Once we are clear that it is a passive house, we have to see how we can get it. The main strategies and in summary form are:
Thermal Isolation is a constructive element that helps us keep heat inside the house. It is important since a large part of the consumption of a house is due to heating and, therefore, if we have good thermal insulation it will keep the interior temperature higher and will consume less.
The execution and quality of the insulation material will improve comfort conditions, especially in winter, which is when there is a greater difference between indoor and outdoor temperatures.
2. Thermal bridges
This concept is linked to poor isolation. Thermal bridges are areas or points in which there is a building element that is in contact with the exterior and interior and therefore, the heat loss is considerable. To avoid thermal bridges, continuity in the isolation is important, especially in the meeting between the façade and the roof or the floor. There are also thermal bridges in the windows, but it will be detailed in the next section.
3. Quality of openings
The openings in the house are a solar collection point, but as we have mentioned before, they are also an element through which thermal bridges are generated. So the choices of the carpentry are essential to avoid losing the comfortable heat of the interior.

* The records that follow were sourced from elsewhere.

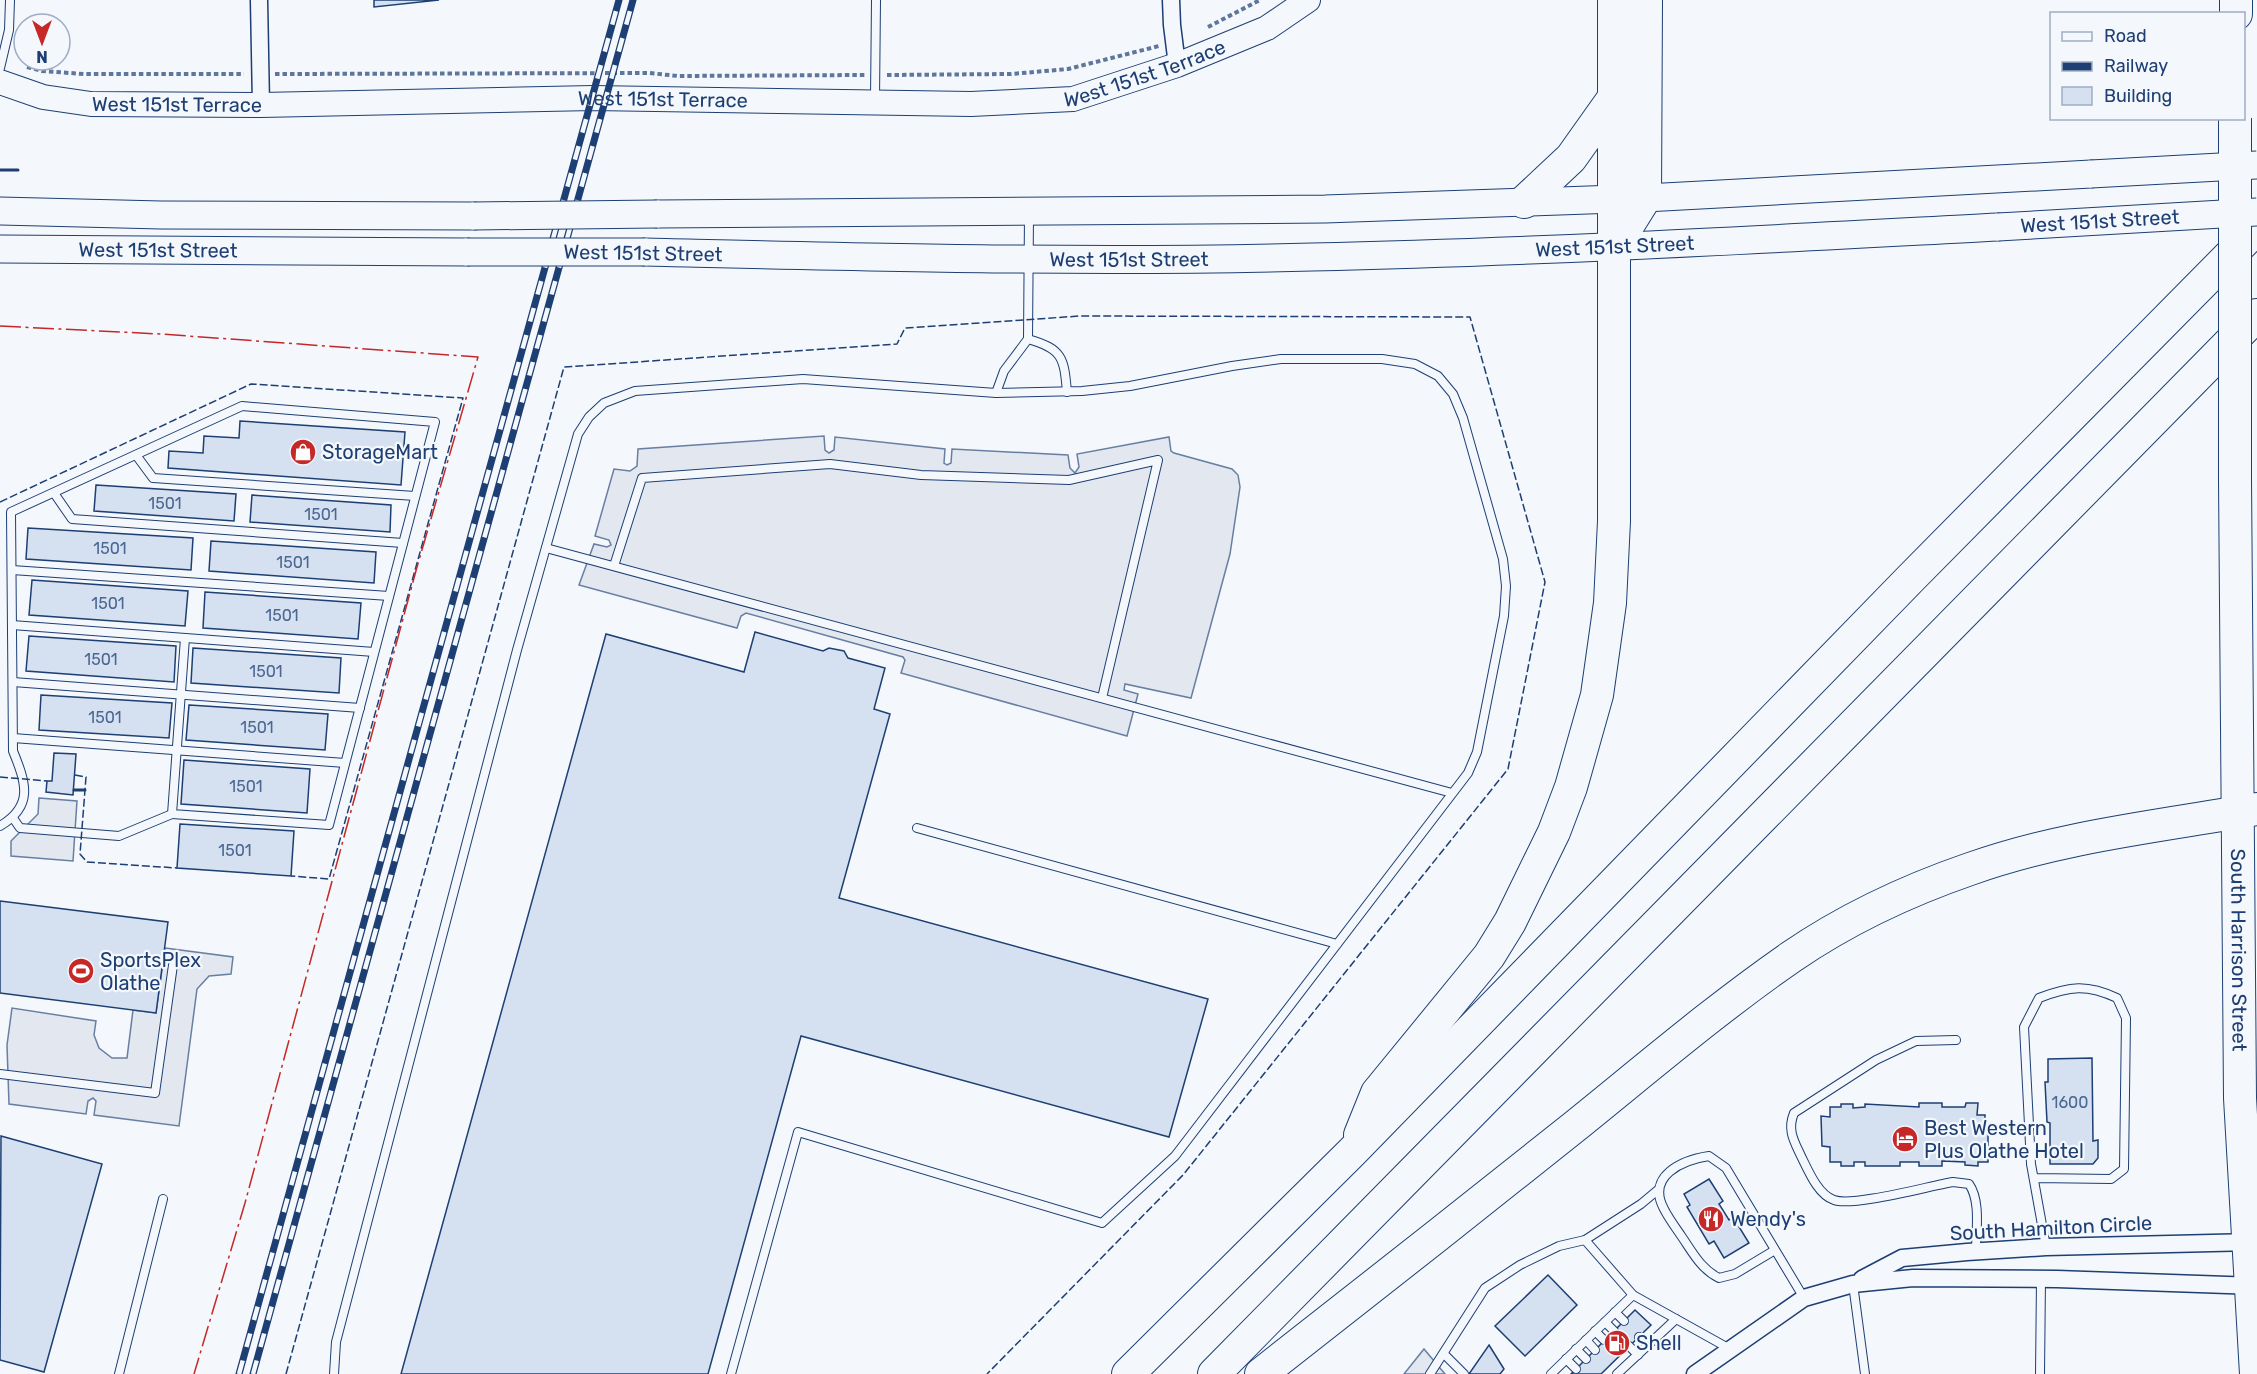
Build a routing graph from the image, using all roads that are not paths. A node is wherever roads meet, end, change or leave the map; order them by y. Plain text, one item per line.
1 (10, 0) edge
2 (259, 0) edge
3 (876, 0) edge
4 (1171, 0) edge
5 (1308, 0) edge
6 (1614, 0) edge
7 (1646, 0) edge
8 (1178, 65) junction
9 (0, 68) edge
10 (0, 82) edge
11 (1615, 96) junction
12 (875, 103) junction
13 (261, 105) junction
14 (2235, 120) edge
15 (2257, 165) edge
16 (1630, 198) junction
17 (1524, 202) junction
18 (0, 211) edge
19 (1029, 212) junction
20 (2257, 212) edge
21 (2257, 228) edge
22 (1615, 246) junction
23 (0, 249) edge
24 (1027, 261) junction
25 (2257, 315) edge
26 (1028, 339) junction
27 (1067, 392) junction
28 (996, 393) junction
29 (136, 454) junction
30 (54, 492) junction
31 (415, 496) junction
32 (403, 543) junction
33 (546, 548) junction
34 (614, 566) junction
35 (12, 570) junction
36 (389, 596) junction
37 (12, 625) junction
38 (185, 638) junction
39 (375, 652) junction
40 (13, 682) junction
41 (181, 694) junction
42 (1102, 698) junction
43 (360, 708) junction
44 (13, 738) junction
45 (177, 750) junction
46 (345, 763) junction
47 (1452, 793) junction
48 (2250, 806) edge
49 (172, 814) junction
50 (13, 819) junction
51 (0, 826) edge
52 (917, 828) dead end
53 (1337, 944) junction
54 (173, 965) dead end
55 (1956, 1040) dead end
56 (0, 1074) edge
57 (1352, 1152) junction
58 (2035, 1178) junction
59 (1659, 1189) junction
60 (163, 1198) dead end
61 (1585, 1240) junction
62 (2252, 1242) edge
63 (2046, 1247) junction
64 (1775, 1250) junction
65 (1976, 1251) junction
66 (2041, 1279) junction
67 (1853, 1284) junction
68 (2254, 1286) edge
69 (1633, 1295) junction
70 (1804, 1298) junction
71 (1615, 1312) junction
72 (1676, 1319) junction
73 (1624, 1321) dead end
74 (1605, 1322) junction
75 (1595, 1331) junction
76 (1614, 1331) dead end
77 (1639, 1337) dead end
78 (1586, 1340) junction
79 (1604, 1341) dead end
80 (1648, 1346) junction
81 (1629, 1347) dead end
82 (1576, 1349) junction
83 (1731, 1349) junction
84 (1595, 1350) dead end
85 (1445, 1355) junction
86 (1638, 1355) junction
87 (1619, 1356) dead end
88 (1566, 1359) junction
89 (1586, 1359) dead end
90 (1628, 1364) junction
91 (1611, 1365) dead end
92 (1576, 1369) dead end
93 (1618, 1373) edge
94 (119, 1374) edge
95 (334, 1374) edge
96 (731, 1374) edge
97 (1128, 1374) edge
98 (1214, 1374) edge
99 (1261, 1374) edge
100 (1430, 1374) edge
101 (1464, 1374) edge
102 (1551, 1374) edge
103 (1695, 1374) edge
104 (1864, 1374) edge
105 (2040, 1374) edge
106 (2256, 1374) edge

1 - 9 lane
2 - 13 street
3 - 12 lane
4 - 8 street
5 - 8 street, West 151st Terrace
6 - 11 highway
7 - 16 highway
8 - 12 street, West 151st Terrace
10 - 13 street, West 151st Terrace
11 - 16 highway
11 - 17 highway
12 - 13 street, West 151st Terrace
14 - 48 highway, South Harrison Street, bridge
15 - 16 main road, West 151st Street, bridge
16 - 17 main road, West 151st Street
16 - 22 highway
17 - 19 main road, West 151st Street
18 - 19 main road, West 151st Street, bridge
19 - 24 lane
20 - 22 main road, West 151st Street, bridge
21 - 57 highway
22 - 24 main road, West 151st Street
22 - 57 highway
23 - 24 main road, West 151st Street, bridge
24 - 26 lane
25 - 98 highway
26 - 27 lane
26 - 28 lane
27 - 28 lane
27 - 47 lane
28 - 33 lane
29 - 30 lane
29 - 31 lane
29 - 31 lane
30 - 32 lane
30 - 35 lane
31 - 32 lane
32 - 36 lane
33 - 34 lane
33 - 95 lane
34 - 42 lane
34 - 42 lane
35 - 36 lane
35 - 37 lane
36 - 39 lane
37 - 38 lane
37 - 40 lane
38 - 39 lane
38 - 41 lane
39 - 43 lane
40 - 41 lane
40 - 44 lane
41 - 43 lane
41 - 45 lane
42 - 47 lane
43 - 46 lane
44 - 45 lane
44 - 50 lane
45 - 46 lane
45 - 49 lane
46 - 49 lane
47 - 53 lane
48 - 62 highway, South Harrison Street
48 - 99 highway
49 - 50 lane
50 - 51 lane
52 - 53 lane
53 - 96 lane
54 - 56 lane
55 - 65 lane
57 - 97 highway
58 - 58 lane
58 - 63 lane
59 - 61 lane
59 - 64 lane
59 - 64 lane
60 - 94 lane
61 - 69 lane
61 - 85 lane
62 - 63 street, South Hamilton Circle
62 - 68 highway, South Harrison Street
63 - 65 street, South Hamilton Circle
64 - 70 lane
65 - 67 street, South Hamilton Circle
66 - 67 street, South Hamilton Circle
66 - 68 street, South Hamilton Circle
66 - 105 lane
67 - 70 street, South Hamilton Circle
67 - 104 lane
68 - 106 highway, South Harrison Street
69 - 71 lane
69 - 72 lane
70 - 83 street, South Hamilton Circle
71 - 73 lane
71 - 74 lane
72 - 80 lane
72 - 83 lane
74 - 75 lane
74 - 76 lane
75 - 78 lane
75 - 79 lane
77 - 80 lane
78 - 82 lane
78 - 84 lane
80 - 86 lane
81 - 86 lane
82 - 88 lane
82 - 89 lane
83 - 103 street, South Hamilton Circle
85 - 100 lane
85 - 101 lane
86 - 90 lane
87 - 90 lane
88 - 92 lane
88 - 102 lane
90 - 93 lane
91 - 93 lane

The glass can be double or triple, with an air chamber and gases inside that improve thermal performance. There are a host of solutions for crystals that help limit energy transmission. As for the carpentry, we have to ensure that there is sealing to avoid the thermal bridge, so if we close all the windows we keep the heat, but when we open them, we get natural ventilation at home to renew the air and improve sanitation.
4. Renewable energy
Including a renewable energy source as an energy contribution helps reduce economic consumption, always guaranteeing comfort. Some of the examples are solar energy, using solar places to generate electricity and / or transform it into hot water. It can also be used through geothermal energy, where the heat accumulated by the land due to heating is used to generate energy in our favour.
Ventilation and renewal of indoor air is the last of the factors that guarantee good sanitation. Two strategies to consider are cross ventilation and mechanical ventilation. The latter, by means of a heat recuperator, manages to recover a large part of the energy that comes out through the ventilation.
For these passive measures to give results, it is necessary that the design of each house adapt to the climate in which it is going to be built, making it impossible to transfer the project to other countries with different climates.
What is the savings in energy consumption?
Without going into details, to take an example of a conventional house, the energy demand is between 110 and 150 kWh per square meter per year. If we compare it with the 15 kWh / m² that a “passivhaus” needs, we can see that the result is almost 10 times greater.
Finally, how much does it cost to build a passive house?
If we speak in terms of costs, it is true that a bioclimatic house may have a higher cost (between 5 and 20% more), but we have to appreciate that this initial increase is going to become a short-term savings. Taking into account that the useful life of a home is 50 years, with the energy efficiency of a passive house you will be able to reduce costs in a few years.
If you have any question or suggest write below!